Il existe différentes méthodes permettant d’accroître la capacité des terres à capter le dioxyde de carbone présent dans l’air. Un récent projet de recherche européen (étude Caprese[x]) a montré que la conversion de terres arables en herbages représente la manière la plus rapide d’augmenter la quantité de carbone dans les sols. En ce qui concerne les terres arables, l’utilisation de cultures de couverture (des végétaux, tels que le trèfle, cultivés entre la récolte et l’ensemencement principalement pour accroître la fertilité des sols et éviter l’érosion) était le moyen le plus efficace d’augmenter les stocks de carbone dans les sols.
En revanche, des décisions visant à modifier l’utilisation des terres peuvent également modifier les surfaces, les transformant en sources d’émissions. Citons, à titre d’exemple, le drainage des tourbières, le brûlage de la tourbe à des fins de chauffage ainsi que le labour de pâturages et de terres cultivées, qui libère du carbone précédemment stocké.
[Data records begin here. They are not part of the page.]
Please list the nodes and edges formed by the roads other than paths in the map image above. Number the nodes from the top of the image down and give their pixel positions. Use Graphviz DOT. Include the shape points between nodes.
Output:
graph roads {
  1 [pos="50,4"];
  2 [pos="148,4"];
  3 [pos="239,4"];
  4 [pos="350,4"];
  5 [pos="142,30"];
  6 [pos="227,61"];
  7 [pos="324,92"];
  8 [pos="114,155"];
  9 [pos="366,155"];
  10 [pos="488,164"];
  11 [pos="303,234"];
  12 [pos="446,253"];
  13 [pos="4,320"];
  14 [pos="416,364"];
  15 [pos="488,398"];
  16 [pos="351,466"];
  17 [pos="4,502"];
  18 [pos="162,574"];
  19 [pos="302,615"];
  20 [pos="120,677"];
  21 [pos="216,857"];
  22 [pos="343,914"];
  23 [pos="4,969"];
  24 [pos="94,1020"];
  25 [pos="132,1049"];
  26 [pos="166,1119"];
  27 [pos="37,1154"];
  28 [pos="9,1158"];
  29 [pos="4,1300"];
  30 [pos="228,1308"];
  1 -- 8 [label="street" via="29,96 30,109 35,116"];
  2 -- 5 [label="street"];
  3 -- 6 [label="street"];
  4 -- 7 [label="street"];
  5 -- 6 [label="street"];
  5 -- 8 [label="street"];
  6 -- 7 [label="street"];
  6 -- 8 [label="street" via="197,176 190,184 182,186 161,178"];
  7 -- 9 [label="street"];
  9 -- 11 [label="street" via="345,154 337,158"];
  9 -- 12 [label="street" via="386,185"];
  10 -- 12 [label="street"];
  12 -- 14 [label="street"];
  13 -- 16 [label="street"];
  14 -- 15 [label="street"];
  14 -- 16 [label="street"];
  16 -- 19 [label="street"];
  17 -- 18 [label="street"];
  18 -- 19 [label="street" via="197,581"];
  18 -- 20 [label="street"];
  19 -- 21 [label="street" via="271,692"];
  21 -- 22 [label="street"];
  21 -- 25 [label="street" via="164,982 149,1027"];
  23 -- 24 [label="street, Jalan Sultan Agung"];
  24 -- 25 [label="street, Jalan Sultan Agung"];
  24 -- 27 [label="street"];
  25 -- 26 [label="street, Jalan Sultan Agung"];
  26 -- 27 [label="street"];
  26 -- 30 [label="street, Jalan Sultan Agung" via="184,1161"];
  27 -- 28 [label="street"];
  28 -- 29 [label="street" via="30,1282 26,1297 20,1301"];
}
En ce qui concerne les forêts, la dynamique est la même, mais l’échelle temporelle varie. À l’instar des sols, les forêts sont à la fois des stocks et des puits de carbone, c’est-à-dire qu’elles stockent du carbone et qu’elles absorbent le carbone présent dans l’air. Généralement, les jeunes forêts en croissance capturent le carbone plus rapidement que les forêts anciennes, mais l’exploitation de forêts anciennes élimine les stocks de carbone forestier. En fonction de la manière dont le bois est utilisé, le carbone peut être rejeté plus tôt (par exemple, lorsqu’il est brûlé à des fins de chauffage) ou beaucoup plus tard (par exemple, lorsqu’il est utilisé pour construire des maisons).
Des sols et des écosystèmes terrestres plus sains pourraient capter et stocker plus de dioxyde de carbone de l’atmosphère qu’à l’heure actuelle. Des espaces verts et des zones naturelles pourraient également aider les populations et la nature à s’adapter aux modifications inéluctables de notre climat. Les sols seuls ne peuvent pas régler le problème du changement climatique, mais ils doivent être pris en considération et pourraient s’avérer être un allié précieux.
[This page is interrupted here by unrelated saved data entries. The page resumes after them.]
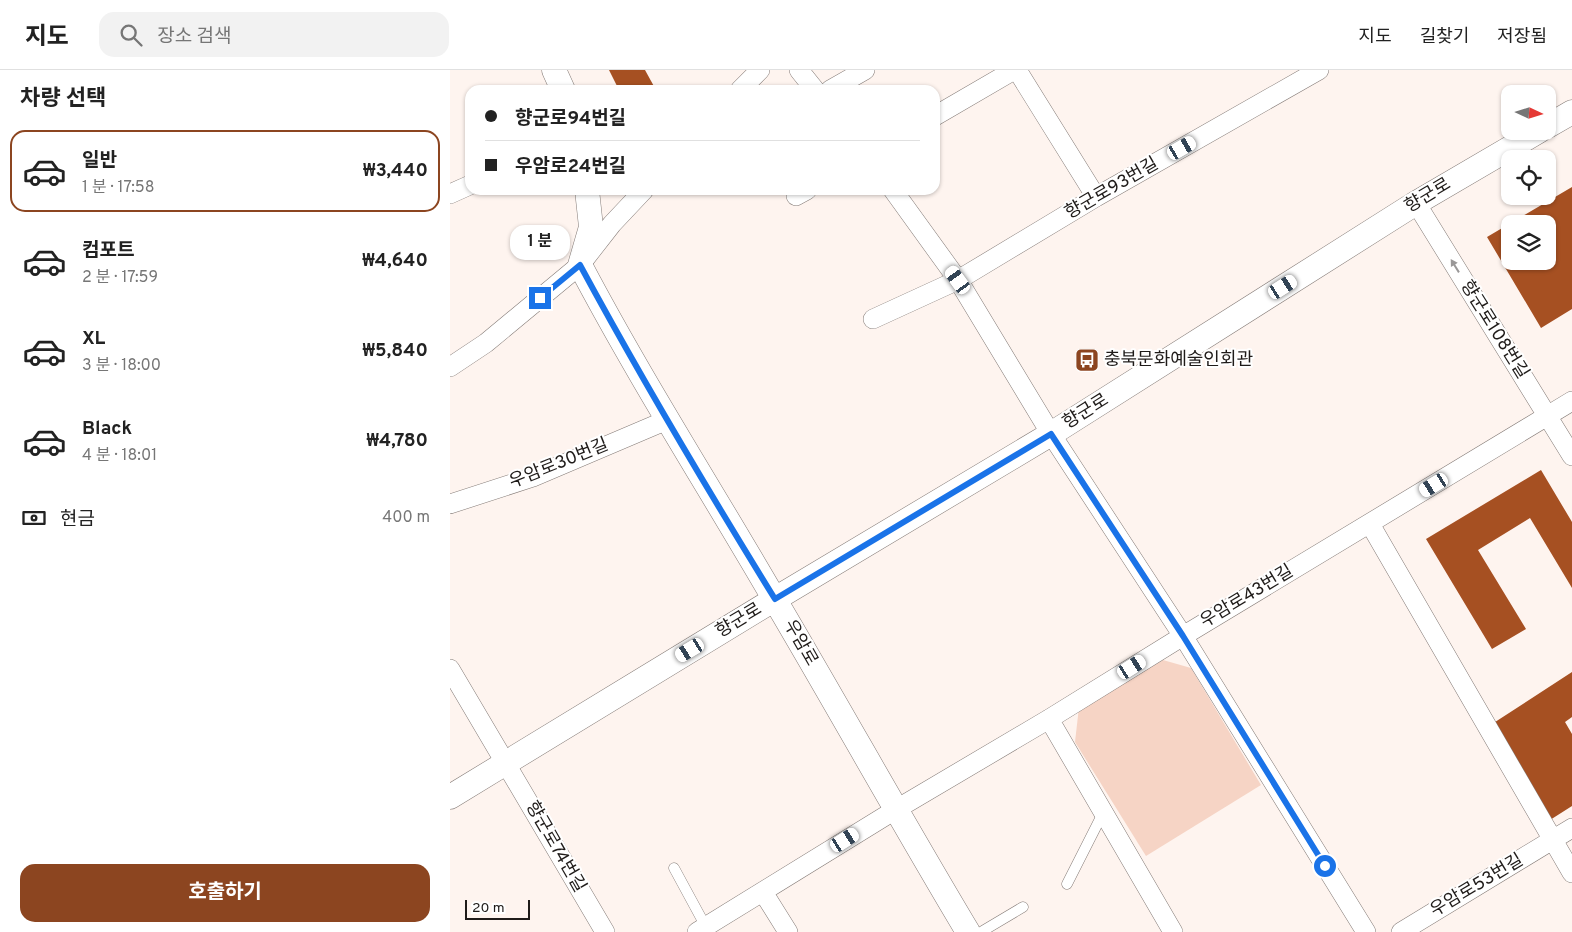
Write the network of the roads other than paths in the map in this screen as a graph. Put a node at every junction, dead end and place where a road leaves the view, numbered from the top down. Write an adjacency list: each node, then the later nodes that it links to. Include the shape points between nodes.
1 (554, 70): 7 (street)
2 (760, 70): 8 (street)
3 (799, 70): 9 (street)
4 (865, 70): 10 (street)
5 (1015, 70): 12 (street); 20 (street)
6 (1319, 70): 20 (street, 향군로93번길)
7 (561, 85)
8 (745, 85)
9 (811, 85)
10 (839, 85)
11 (1572, 112): 13 (street)
12 (940, 113)
13 (1556, 121)
14 (1524, 140): 21 (street, 향군로)
15 (465, 186): 16 (street)
16 (450, 194)
17 (588, 195): 22 (street, via 591,227)
18 (639, 195): 22 (street)
19 (897, 195): 23 (street)
20 (1096, 198): 23 (street, 향군로93번길)
21 (1416, 203): 27 (street, 향군로108번길, one-way to 21); 29 (street, 향군로)
22 (580, 265): 25 (street, via 486,343); 28 (street, 우암로)
23 (958, 280): 24 (street, 향군로93번길); 29 (street)
24 (873, 319)
25 (450, 367)
26 (1572, 401): 27 (street, 우암로43번길)
27 (1548, 416): 30 (street, 향군로108번길); 32 (street, 우암로43번길)
28 (667, 420): 31 (street, 우암로30번길, via 533,478); 33 (street, 우암로)
29 (1051, 434): 33 (street, 향군로); 34 (street)
30 (1572, 456)
31 (450, 504)
32 (1370, 524): 34 (street, 우암로43번길); 42 (street)
33 (775, 599): 37 (street, 향군로); 39 (street, 우암로)
34 (1183, 636): 36 (street, 우암로43번길); 54 (street)
35 (450, 669): 37 (street, 향군로74번길)
36 (1049, 720): 39 (street, 우암로43번길); 40 (street)
37 (505, 762): 38 (street, 향군로); 49 (street, 향군로74번길)
38 (450, 797)
39 (895, 810): 46 (street, 우암로43번길); 51 (street, 우암로)
40 (1103, 813): 45 (lane); 53 (street)
41 (1572, 828): 42 (street, 우암로53번길)
42 (1552, 841): 44 (street); 55 (street, 우암로53번길)
43 (674, 868): 48 (lane)
44 (1572, 873)
45 (1067, 884)
46 (763, 892): 48 (street, 우암로43번길); 50 (street)
47 (1023, 907): 52 (lane)
48 (702, 929)
49 (605, 932)
50 (788, 932)
51 (968, 932)
52 (980, 932)
53 (1173, 932)
54 (1366, 932)
55 (1401, 932)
La stratégie thématique de l’UE en matière de protection des sols et son rapport d’exécution[xi] soulignent l’importance de sols sains à la fois pour atténuer le changement climatique et s’adapter à ses effets. L’Accord de Paris[xii] met en exergue le rôle clé du secteur de l’utilisation des terres en matière d’action climatique.
Par ailleurs, un nouveau règlement de l’UE[xiii] relatif à l’utilisation des terres, au changement d’affectation des terres et à la foresterie exige que les États membres prennent des mesures pour, au minimum, compenser entièrement les émissions de gaz à effet de serre du secteur au cours de la période 2021-2030.
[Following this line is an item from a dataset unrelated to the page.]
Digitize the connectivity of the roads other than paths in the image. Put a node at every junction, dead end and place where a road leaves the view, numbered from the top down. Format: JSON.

L’application du nouveau règlement exige la mise en place d’un mécanisme de suivi et de rapport, que l’AEE soutiendra. L’AEE continue également de s’informer sur les questions environnementales liées à l’utilisation des terres, à la foresterie et aux pratiques de gestion des terres connexes, notamment en utilisant les données d’observation de la Terre fournies par le service Copernicus de surveillance des terres[xiv]. Un grand nombre d’évaluations, d’indicateurs et de données de l’AEE sur les sols, les terres, les écosystèmes, l’agriculture, la foresterie, les infrastructures vertes et d’autres sujets sont également étroitement liés au changement climatique.
De nombreuses inconnues subsistent, mais mieux nous comprendrons les dynamiques entre les sols, les terres et le climat, plus grandes seront nos chances de concevoir et de mettre en œuvre des solutions durables.